Re-framing street crime to enhance cultural interactions
in conjunction with
University of Technology, Sydney
In 2012 a study showed that the Canterbury area was ranked in the top eight out of 140 areas in the state of New South Wales (NSW, Australia) for its rate of street robbery, with the suburbs of Lakemba and Campsie representing some of the highest levels of these crimes. Typical crime prevention across the council and police was at a cross-roads.
Through workshops with the community leaders, police, council and research, we uncovered insights relating to issues between various cultures (and sub-cultures) within the community and hotspots of crime relating to commuters needs.

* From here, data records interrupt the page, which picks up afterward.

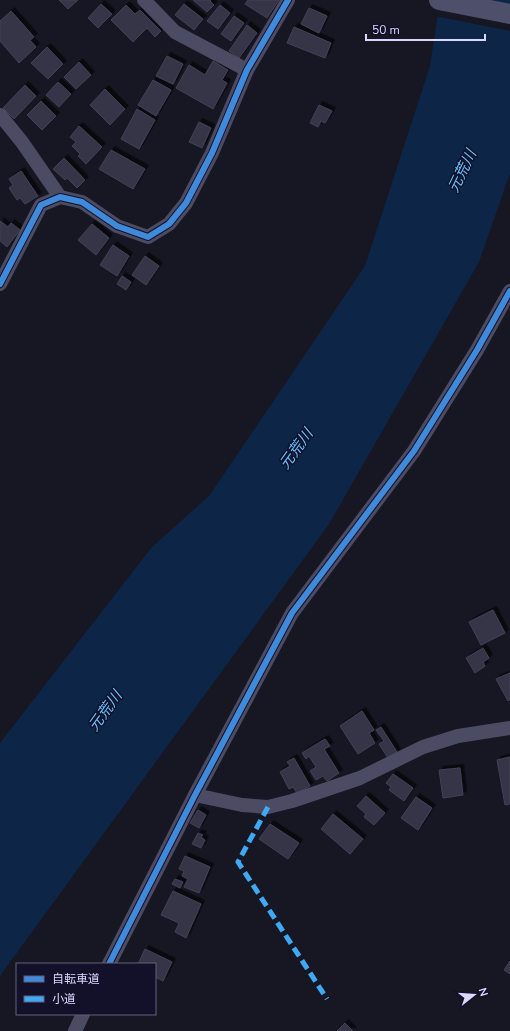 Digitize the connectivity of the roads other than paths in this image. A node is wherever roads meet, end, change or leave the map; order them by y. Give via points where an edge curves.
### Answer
1 (144, 0) edge
2 (288, 0) edge
3 (439, 0) edge
4 (510, 14) edge
5 (247, 70) junction
6 (0, 115) edge
7 (60, 197) junction
8 (0, 284) edge
9 (510, 291) edge
10 (510, 728) edge
11 (195, 795) junction
12 (110, 963) edge
13 (82, 1015) edge
14 (74, 1031) edge

1 - 5 street via 174,32
2 - 5 street
3 - 4 main road
5 - 7 street via 212,153 186,203 169,224 148,237 117,226 82,202
6 - 7 street
7 - 8 street via 41,205
9 - 11 street via 477,350 414,451 292,613
10 - 11 street via 458,736 423,748 360,778 268,807 242,805
11 - 12 street
13 - 14 street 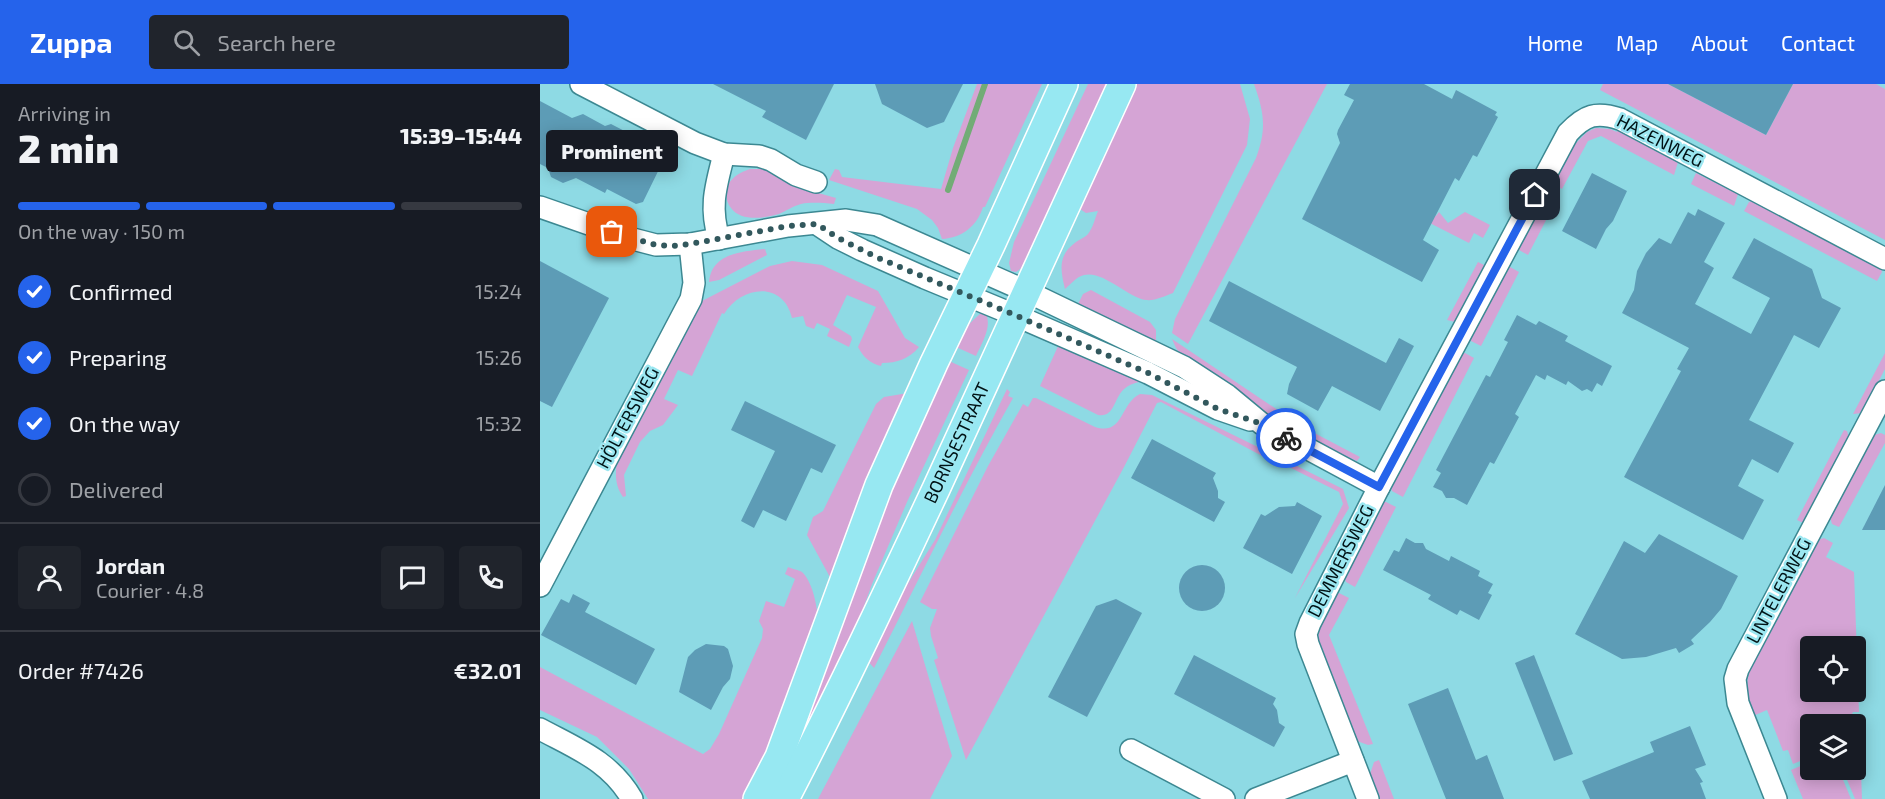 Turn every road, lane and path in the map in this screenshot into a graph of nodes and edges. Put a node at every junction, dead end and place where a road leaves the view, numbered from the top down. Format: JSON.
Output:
{"nodes":[{"id":1,"x":581,"y":84,"type":"edge"},
{"id":2,"x":1065,"y":84,"type":"edge"},
{"id":3,"x":1122,"y":84,"type":"edge"},
{"id":4,"x":724,"y":154,"type":"junction"},
{"id":5,"x":816,"y":182,"type":"dead end"},
{"id":6,"x":540,"y":207,"type":"edge"},
{"id":7,"x":817,"y":224,"type":"junction"},
{"id":8,"x":719,"y":239,"type":"junction"},
{"id":9,"x":690,"y":244,"type":"junction"},
{"id":10,"x":1885,"y":259,"type":"edge"},
{"id":11,"x":979,"y":270,"type":"junction"},
{"id":12,"x":967,"y":296,"type":"junction"},
{"id":13,"x":1023,"y":304,"type":"junction"},
{"id":14,"x":1885,"y":391,"type":"edge"},
{"id":15,"x":1379,"y":487,"type":"junction"},
{"id":16,"x":540,"y":586,"type":"edge"},
{"id":17,"x":540,"y":729,"type":"edge"},
{"id":18,"x":1131,"y":750,"type":"dead end"},
{"id":19,"x":1353,"y":761,"type":"junction"},
{"id":20,"x":632,"y":799,"type":"edge"},
{"id":21,"x":757,"y":799,"type":"edge"},
{"id":22,"x":785,"y":799,"type":"edge"},
{"id":23,"x":1224,"y":799,"type":"edge"},
{"id":24,"x":1256,"y":799,"type":"edge"},
{"id":25,"x":1368,"y":799,"type":"edge"},
{"id":26,"x":1776,"y":799,"type":"edge"}],
"edges":[{"from":1,"to":4,"type":"street"},
{"from":2,"to":11,"type":"main road"},
{"from":3,"to":13,"type":"main road","name":"BORNSESTRAAT"},
{"from":4,"to":5,"type":"street"},
{"from":4,"to":8,"type":"street"},
{"from":6,"to":9,"type":"street"},
{"from":7,"to":8,"type":"street"},
{"from":7,"to":11,"type":"street"},
{"from":7,"to":12,"type":"street"},
{"from":8,"to":9,"type":"street"},
{"from":9,"to":16,"type":"street","name":"HÖLTERSWEG"},
{"from":10,"to":15,"type":"street","name":"HAZENWEG"},
{"from":11,"to":12,"type":"main road"},
{"from":11,"to":13,"type":"street"},
{"from":12,"to":13,"type":"street"},
{"from":12,"to":21,"type":"main road"},
{"from":13,"to":15,"type":"street","name":"DEMMERSWEG"},
{"from":13,"to":22,"type":"main road","name":"BORNSESTRAAT"},
{"from":14,"to":26,"type":"street","name":"LINTELERWEG"},
{"from":15,"to":19,"type":"street","name":"DEMMERSWEG"},
{"from":17,"to":20,"type":"street"},
{"from":18,"to":23,"type":"street"},
{"from":19,"to":24,"type":"street"},
{"from":19,"to":25,"type":"street","name":"DEMMERSWEG"}]}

A multi-faceted solution design included:
Public facing campaign called ‘The Spice Trails’ that sought to celebrate cultural diversity through food. That linked businesses with cultural groups and sought to bring interest from outside the community. Interventions trialed include:
Discount vouchers to school children, to keep children off streets after school
Cross-school food challenges
Promotion of the Spice Trail as a food walk through the suburbs via local restaurants
How could we improve communication and trust between cultural groups that could target street-crime rates?
Can we change behaviours in the way people interact in their urban environment in relation to their commute that positively effects crime rates?
Using a re-frame of the problem from one of crime enforcement to community inclusion, we approached the issues of a dangerous streets, to ‘the journey home’.